SOURCE DATA START
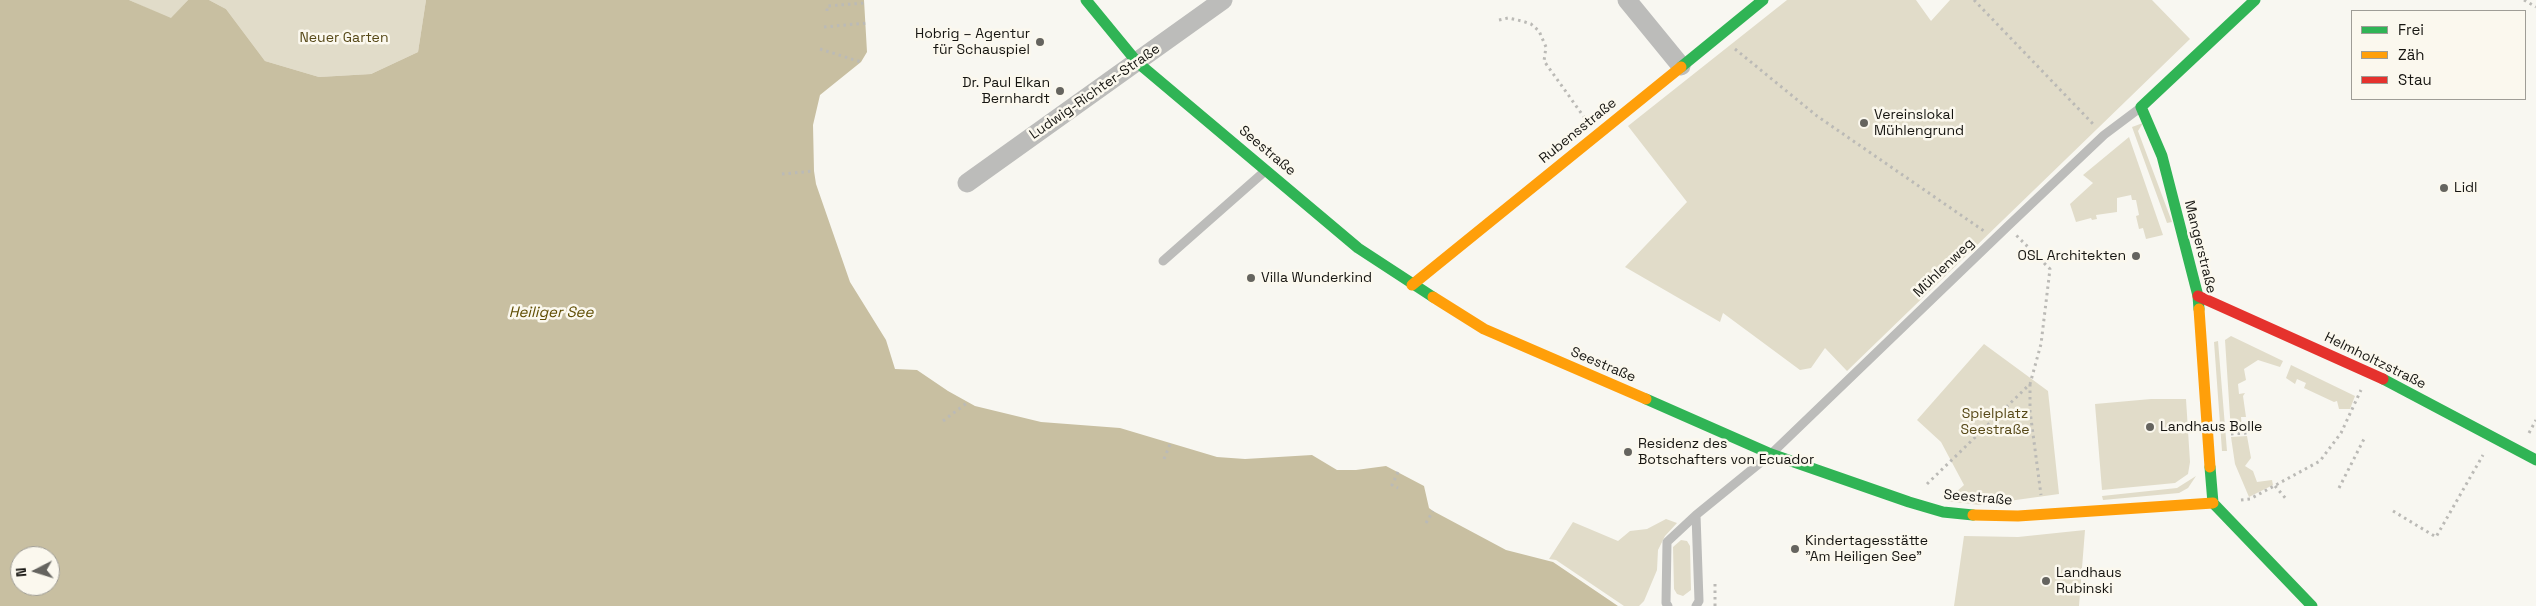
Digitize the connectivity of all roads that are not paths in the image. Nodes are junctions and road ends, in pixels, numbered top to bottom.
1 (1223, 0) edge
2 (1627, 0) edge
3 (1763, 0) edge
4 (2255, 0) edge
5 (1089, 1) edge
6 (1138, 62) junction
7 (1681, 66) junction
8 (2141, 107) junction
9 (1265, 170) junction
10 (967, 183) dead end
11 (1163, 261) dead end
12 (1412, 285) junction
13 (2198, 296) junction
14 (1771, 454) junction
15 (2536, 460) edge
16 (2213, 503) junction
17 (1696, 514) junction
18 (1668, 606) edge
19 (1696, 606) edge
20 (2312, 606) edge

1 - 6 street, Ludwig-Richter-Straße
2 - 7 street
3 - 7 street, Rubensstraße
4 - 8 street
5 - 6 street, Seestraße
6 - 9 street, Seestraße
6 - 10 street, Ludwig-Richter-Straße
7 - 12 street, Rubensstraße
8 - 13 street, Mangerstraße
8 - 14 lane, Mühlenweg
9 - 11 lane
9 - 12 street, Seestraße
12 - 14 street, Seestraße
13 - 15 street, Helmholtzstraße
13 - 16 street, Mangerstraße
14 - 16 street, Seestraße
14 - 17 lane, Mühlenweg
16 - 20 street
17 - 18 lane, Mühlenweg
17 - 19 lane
SOURCE DATA END
WORK INSTRUCTIONS:
A complete answer reproduces every line of the records in which the word "Seestraße" occurs.

YOUR RESPONSE:
5 - 6 street, Seestraße
6 - 9 street, Seestraße
9 - 12 street, Seestraße
12 - 14 street, Seestraße
14 - 16 street, Seestraße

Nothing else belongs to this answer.